All this would be dubious enough if the "real" Kaka were returning to the San Siro. But we don't know which version we're getting. Four seasons at the Bernabeu have left their mark and not in a good way. The numbers speak of 85 Liga appearances and 23 goals in four years, but in the last three campaigns he made just 40 starts, most of them when Jose Mourinho was rotating his squad.
His decline has been obvious, vertical and difficult to explain. Injuries only tell part of the tale; there have been issues with the tithing to his church and questions about his desire. On the plus side for Milan, he cost nothing and even took a massive pay cut to join, lopping more than 60% off the wages due to him in the final two years of his deal at the Bernabeu. Then there's the instant lift he has given the fan base, largely based around the fact they find him immensely likeable.
Beyond that though, you feel Milan are grasping at straws when they try to justify this signing. They talk about his huge sponsorship and commercial deals and his enormous followings on Facebook and Twitter. All of that is true, but most of those commercial agreements predate his sudden decline. And, as for Twitter followers, Joey Barton has plenty as well; it doesn't necessarily translate into cold, hard cash.
With Milan, as ever, when it comes to "suggestions" from above - ie decisions made, often seemingly on a whim, given the amount of other things on Berlusconi's plate - you learn to take the good with the bad.
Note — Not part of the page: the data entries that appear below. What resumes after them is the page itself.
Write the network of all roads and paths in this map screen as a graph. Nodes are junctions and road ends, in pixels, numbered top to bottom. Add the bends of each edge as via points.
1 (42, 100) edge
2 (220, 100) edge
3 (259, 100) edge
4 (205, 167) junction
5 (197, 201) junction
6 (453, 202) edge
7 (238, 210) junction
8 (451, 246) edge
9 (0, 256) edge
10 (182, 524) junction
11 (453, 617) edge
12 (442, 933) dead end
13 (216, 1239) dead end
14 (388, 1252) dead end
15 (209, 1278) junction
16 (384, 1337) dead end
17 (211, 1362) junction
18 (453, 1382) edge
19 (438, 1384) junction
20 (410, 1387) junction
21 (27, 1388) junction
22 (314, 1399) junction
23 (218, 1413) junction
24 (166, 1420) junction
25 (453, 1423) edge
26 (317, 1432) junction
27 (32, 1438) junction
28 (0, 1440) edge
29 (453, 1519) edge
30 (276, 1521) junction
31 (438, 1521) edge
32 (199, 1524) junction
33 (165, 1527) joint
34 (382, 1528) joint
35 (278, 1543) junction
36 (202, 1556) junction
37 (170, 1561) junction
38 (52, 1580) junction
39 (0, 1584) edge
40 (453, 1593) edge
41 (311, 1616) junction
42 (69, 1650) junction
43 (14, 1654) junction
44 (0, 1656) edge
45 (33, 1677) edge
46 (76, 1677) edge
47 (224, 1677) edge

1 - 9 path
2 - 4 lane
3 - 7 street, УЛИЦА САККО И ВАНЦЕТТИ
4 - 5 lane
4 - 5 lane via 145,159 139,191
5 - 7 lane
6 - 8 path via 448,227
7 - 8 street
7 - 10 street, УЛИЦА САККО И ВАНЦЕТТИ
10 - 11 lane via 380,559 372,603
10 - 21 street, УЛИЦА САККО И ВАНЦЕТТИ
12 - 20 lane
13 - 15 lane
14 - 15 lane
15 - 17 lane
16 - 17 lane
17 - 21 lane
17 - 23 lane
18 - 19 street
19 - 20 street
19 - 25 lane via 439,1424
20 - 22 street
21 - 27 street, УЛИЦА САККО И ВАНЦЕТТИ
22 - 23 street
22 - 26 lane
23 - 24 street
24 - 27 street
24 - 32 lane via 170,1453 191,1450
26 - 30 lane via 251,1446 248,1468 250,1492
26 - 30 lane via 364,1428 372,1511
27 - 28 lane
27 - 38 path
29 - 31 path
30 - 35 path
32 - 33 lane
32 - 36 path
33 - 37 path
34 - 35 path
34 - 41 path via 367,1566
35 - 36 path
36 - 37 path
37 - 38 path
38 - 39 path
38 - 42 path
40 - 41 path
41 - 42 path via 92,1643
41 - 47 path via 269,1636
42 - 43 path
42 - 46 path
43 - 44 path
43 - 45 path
This is still a club to be feared at European level, partly because pedigree does matter and partly because there are enough individuals who can hurt you. Balotelli has been in great form since he arrived, both for Milan and for the Azzurri. And while you don't want to be fooled by another potential false dawn, he has seemed more mature and less paparazzi-prone.
The rest of the squad seem content to play for him (though a front three of Balotelli, Matri and Kaka puts a tremendous defensive onus on the midfield). And Allegri has endured so much over the past two seasons while finding a way to make things work that you feel he can squeeze performances out of the side.
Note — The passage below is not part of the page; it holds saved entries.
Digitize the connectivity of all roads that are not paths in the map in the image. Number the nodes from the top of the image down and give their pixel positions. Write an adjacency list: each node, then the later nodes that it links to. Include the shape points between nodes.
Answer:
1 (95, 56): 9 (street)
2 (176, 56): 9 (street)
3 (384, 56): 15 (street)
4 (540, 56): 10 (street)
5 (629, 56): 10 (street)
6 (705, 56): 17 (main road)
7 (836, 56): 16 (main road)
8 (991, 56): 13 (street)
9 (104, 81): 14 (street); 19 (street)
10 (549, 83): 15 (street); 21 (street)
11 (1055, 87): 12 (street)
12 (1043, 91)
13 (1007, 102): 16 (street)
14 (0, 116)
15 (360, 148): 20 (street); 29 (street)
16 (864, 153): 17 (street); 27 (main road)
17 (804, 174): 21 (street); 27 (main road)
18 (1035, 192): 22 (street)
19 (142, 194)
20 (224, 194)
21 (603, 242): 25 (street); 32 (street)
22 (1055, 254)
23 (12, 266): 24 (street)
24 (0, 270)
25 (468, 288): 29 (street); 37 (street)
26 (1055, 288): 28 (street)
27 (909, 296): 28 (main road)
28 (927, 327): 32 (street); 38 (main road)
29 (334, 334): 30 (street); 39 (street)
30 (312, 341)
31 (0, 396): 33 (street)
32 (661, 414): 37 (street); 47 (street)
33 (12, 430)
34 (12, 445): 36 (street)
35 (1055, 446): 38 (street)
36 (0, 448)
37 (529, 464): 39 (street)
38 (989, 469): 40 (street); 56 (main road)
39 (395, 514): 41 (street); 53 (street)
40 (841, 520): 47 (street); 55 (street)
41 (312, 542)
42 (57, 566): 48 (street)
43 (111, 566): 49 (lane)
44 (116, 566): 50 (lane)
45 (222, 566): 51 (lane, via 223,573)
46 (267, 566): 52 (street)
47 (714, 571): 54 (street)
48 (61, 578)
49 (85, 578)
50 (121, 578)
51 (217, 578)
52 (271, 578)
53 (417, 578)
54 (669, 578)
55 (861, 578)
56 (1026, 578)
When you think about it, for the past decade or so, Milan have effectively been treading water, wringing as much as they could out of their golden generation, making little tweaks hear and there to stay in the hunt. Often this was rewarded with more titles and silverware and so there was no reason to change.
However, in the past 12 months, it really did feel as if they had finally made the big decision to rip up the blueprint and start over, with youth and a more sustainable project (Financial Fair Play gave them the perfect excuse). It was overdue and it was working. And then, in the space of a few days, it all went out the window with the signings of Kaka and Matri.
It was a gamble the club did not need to take. Not now anyway.